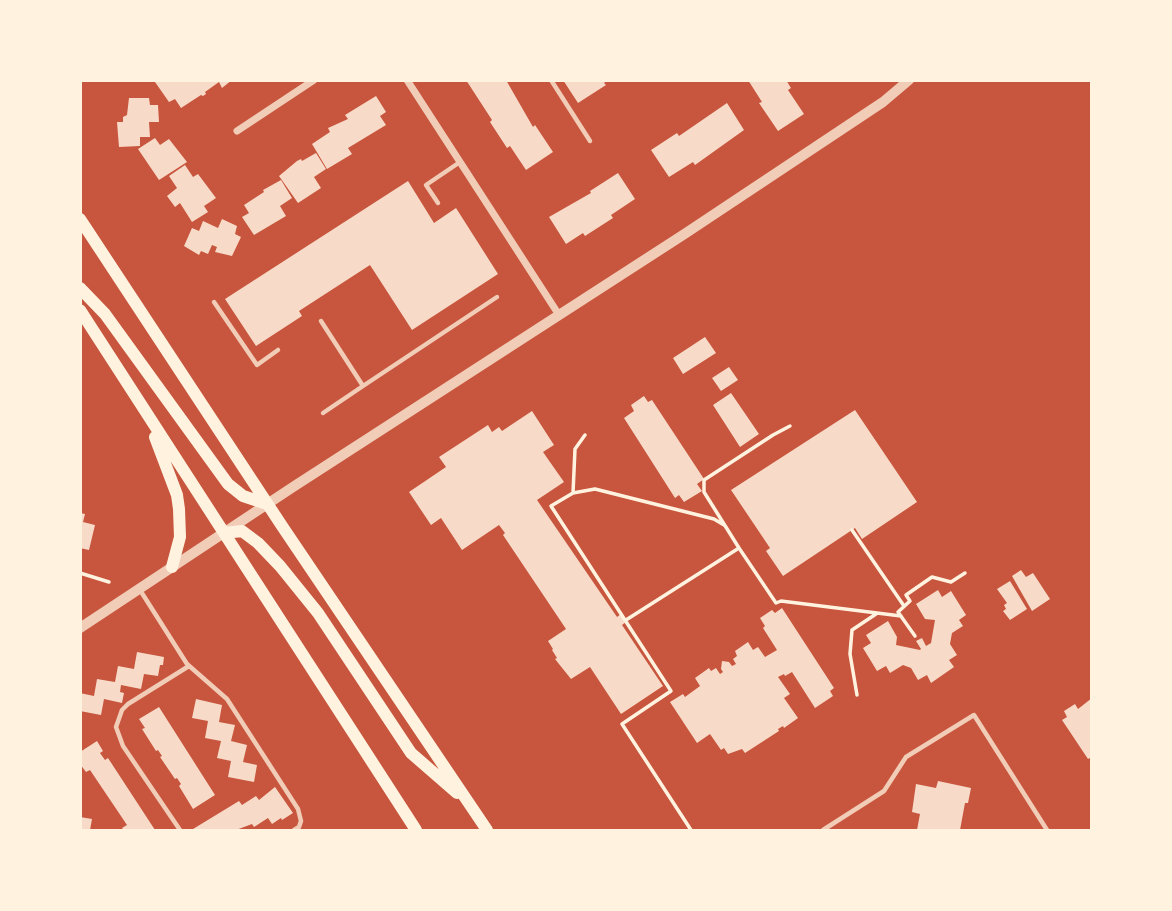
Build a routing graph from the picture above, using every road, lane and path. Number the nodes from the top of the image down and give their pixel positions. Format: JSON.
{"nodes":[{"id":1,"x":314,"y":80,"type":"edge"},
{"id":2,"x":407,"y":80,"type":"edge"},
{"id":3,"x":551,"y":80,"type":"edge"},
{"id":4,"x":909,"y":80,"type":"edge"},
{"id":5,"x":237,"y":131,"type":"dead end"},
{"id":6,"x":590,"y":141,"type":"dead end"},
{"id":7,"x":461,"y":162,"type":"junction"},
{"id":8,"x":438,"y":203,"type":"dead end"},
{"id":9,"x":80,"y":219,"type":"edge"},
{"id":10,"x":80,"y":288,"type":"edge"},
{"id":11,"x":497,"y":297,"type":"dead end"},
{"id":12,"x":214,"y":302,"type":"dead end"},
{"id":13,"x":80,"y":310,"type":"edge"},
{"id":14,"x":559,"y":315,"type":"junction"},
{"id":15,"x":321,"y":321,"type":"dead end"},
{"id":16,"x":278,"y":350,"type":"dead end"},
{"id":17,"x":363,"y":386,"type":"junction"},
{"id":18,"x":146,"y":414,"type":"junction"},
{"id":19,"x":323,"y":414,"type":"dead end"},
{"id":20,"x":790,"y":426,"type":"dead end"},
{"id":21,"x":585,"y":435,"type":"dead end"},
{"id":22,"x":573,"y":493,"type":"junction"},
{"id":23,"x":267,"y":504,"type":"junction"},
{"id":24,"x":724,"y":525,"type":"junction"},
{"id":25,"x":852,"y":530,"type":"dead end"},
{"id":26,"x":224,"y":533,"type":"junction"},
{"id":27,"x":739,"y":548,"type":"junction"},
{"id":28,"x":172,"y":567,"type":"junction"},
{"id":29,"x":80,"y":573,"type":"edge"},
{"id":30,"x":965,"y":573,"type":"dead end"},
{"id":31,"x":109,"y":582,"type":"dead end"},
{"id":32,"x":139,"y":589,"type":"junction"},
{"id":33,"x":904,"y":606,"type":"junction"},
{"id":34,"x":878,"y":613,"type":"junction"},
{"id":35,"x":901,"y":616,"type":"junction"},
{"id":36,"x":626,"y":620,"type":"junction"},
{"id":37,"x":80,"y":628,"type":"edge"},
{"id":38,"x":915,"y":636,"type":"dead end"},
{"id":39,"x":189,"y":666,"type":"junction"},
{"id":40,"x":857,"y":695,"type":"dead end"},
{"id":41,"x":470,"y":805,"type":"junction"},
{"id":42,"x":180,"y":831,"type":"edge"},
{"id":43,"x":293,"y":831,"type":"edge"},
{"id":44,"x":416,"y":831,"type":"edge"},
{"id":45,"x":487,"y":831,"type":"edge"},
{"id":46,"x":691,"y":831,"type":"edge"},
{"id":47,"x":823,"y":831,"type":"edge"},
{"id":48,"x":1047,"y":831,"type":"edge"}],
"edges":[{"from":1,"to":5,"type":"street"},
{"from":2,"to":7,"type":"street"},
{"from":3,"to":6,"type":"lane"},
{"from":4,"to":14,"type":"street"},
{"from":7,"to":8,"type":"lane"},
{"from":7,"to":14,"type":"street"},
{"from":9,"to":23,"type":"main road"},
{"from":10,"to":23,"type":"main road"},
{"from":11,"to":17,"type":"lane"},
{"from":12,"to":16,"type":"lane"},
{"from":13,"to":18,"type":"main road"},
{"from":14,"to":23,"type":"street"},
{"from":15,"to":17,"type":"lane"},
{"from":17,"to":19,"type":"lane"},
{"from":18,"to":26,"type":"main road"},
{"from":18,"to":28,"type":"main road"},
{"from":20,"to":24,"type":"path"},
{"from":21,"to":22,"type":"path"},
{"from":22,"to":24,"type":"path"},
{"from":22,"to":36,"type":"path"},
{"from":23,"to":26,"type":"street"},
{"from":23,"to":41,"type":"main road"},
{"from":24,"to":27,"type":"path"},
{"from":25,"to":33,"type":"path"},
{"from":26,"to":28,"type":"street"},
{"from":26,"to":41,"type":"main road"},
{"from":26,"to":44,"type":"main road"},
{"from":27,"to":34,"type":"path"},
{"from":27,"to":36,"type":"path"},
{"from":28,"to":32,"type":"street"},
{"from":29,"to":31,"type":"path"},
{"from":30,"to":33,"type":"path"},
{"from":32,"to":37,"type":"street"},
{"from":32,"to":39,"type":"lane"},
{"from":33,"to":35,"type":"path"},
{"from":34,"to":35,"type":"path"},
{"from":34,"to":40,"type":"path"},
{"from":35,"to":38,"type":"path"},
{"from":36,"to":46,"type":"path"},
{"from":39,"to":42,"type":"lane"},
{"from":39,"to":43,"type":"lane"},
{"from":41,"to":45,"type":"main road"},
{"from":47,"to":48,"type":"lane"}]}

——————————

**Exercise prompt:** Hand back the records above exactly, leaving out every picture.

**Your response:**
Build a routing graph from the picture above, using every road, lane and path. Number the nodes from the top of the image down and give their pixel positions. Format: JSON.
{"nodes":[{"id":1,"x":314,"y":80,"type":"edge"},
{"id":2,"x":407,"y":80,"type":"edge"},
{"id":3,"x":551,"y":80,"type":"edge"},
{"id":4,"x":909,"y":80,"type":"edge"},
{"id":5,"x":237,"y":131,"type":"dead end"},
{"id":6,"x":590,"y":141,"type":"dead end"},
{"id":7,"x":461,"y":162,"type":"junction"},
{"id":8,"x":438,"y":203,"type":"dead end"},
{"id":9,"x":80,"y":219,"type":"edge"},
{"id":10,"x":80,"y":288,"type":"edge"},
{"id":11,"x":497,"y":297,"type":"dead end"},
{"id":12,"x":214,"y":302,"type":"dead end"},
{"id":13,"x":80,"y":310,"type":"edge"},
{"id":14,"x":559,"y":315,"type":"junction"},
{"id":15,"x":321,"y":321,"type":"dead end"},
{"id":16,"x":278,"y":350,"type":"dead end"},
{"id":17,"x":363,"y":386,"type":"junction"},
{"id":18,"x":146,"y":414,"type":"junction"},
{"id":19,"x":323,"y":414,"type":"dead end"},
{"id":20,"x":790,"y":426,"type":"dead end"},
{"id":21,"x":585,"y":435,"type":"dead end"},
{"id":22,"x":573,"y":493,"type":"junction"},
{"id":23,"x":267,"y":504,"type":"junction"},
{"id":24,"x":724,"y":525,"type":"junction"},
{"id":25,"x":852,"y":530,"type":"dead end"},
{"id":26,"x":224,"y":533,"type":"junction"},
{"id":27,"x":739,"y":548,"type":"junction"},
{"id":28,"x":172,"y":567,"type":"junction"},
{"id":29,"x":80,"y":573,"type":"edge"},
{"id":30,"x":965,"y":573,"type":"dead end"},
{"id":31,"x":109,"y":582,"type":"dead end"},
{"id":32,"x":139,"y":589,"type":"junction"},
{"id":33,"x":904,"y":606,"type":"junction"},
{"id":34,"x":878,"y":613,"type":"junction"},
{"id":35,"x":901,"y":616,"type":"junction"},
{"id":36,"x":626,"y":620,"type":"junction"},
{"id":37,"x":80,"y":628,"type":"edge"},
{"id":38,"x":915,"y":636,"type":"dead end"},
{"id":39,"x":189,"y":666,"type":"junction"},
{"id":40,"x":857,"y":695,"type":"dead end"},
{"id":41,"x":470,"y":805,"type":"junction"},
{"id":42,"x":180,"y":831,"type":"edge"},
{"id":43,"x":293,"y":831,"type":"edge"},
{"id":44,"x":416,"y":831,"type":"edge"},
{"id":45,"x":487,"y":831,"type":"edge"},
{"id":46,"x":691,"y":831,"type":"edge"},
{"id":47,"x":823,"y":831,"type":"edge"},
{"id":48,"x":1047,"y":831,"type":"edge"}],
"edges":[{"from":1,"to":5,"type":"street"},
{"from":2,"to":7,"type":"street"},
{"from":3,"to":6,"type":"lane"},
{"from":4,"to":14,"type":"street"},
{"from":7,"to":8,"type":"lane"},
{"from":7,"to":14,"type":"street"},
{"from":9,"to":23,"type":"main road"},
{"from":10,"to":23,"type":"main road"},
{"from":11,"to":17,"type":"lane"},
{"from":12,"to":16,"type":"lane"},
{"from":13,"to":18,"type":"main road"},
{"from":14,"to":23,"type":"street"},
{"from":15,"to":17,"type":"lane"},
{"from":17,"to":19,"type":"lane"},
{"from":18,"to":26,"type":"main road"},
{"from":18,"to":28,"type":"main road"},
{"from":20,"to":24,"type":"path"},
{"from":21,"to":22,"type":"path"},
{"from":22,"to":24,"type":"path"},
{"from":22,"to":36,"type":"path"},
{"from":23,"to":26,"type":"street"},
{"from":23,"to":41,"type":"main road"},
{"from":24,"to":27,"type":"path"},
{"from":25,"to":33,"type":"path"},
{"from":26,"to":28,"type":"street"},
{"from":26,"to":41,"type":"main road"},
{"from":26,"to":44,"type":"main road"},
{"from":27,"to":34,"type":"path"},
{"from":27,"to":36,"type":"path"},
{"from":28,"to":32,"type":"street"},
{"from":29,"to":31,"type":"path"},
{"from":30,"to":33,"type":"path"},
{"from":32,"to":37,"type":"street"},
{"from":32,"to":39,"type":"lane"},
{"from":33,"to":35,"type":"path"},
{"from":34,"to":35,"type":"path"},
{"from":34,"to":40,"type":"path"},
{"from":35,"to":38,"type":"path"},
{"from":36,"to":46,"type":"path"},
{"from":39,"to":42,"type":"lane"},
{"from":39,"to":43,"type":"lane"},
{"from":41,"to":45,"type":"main road"},
{"from":47,"to":48,"type":"lane"}]}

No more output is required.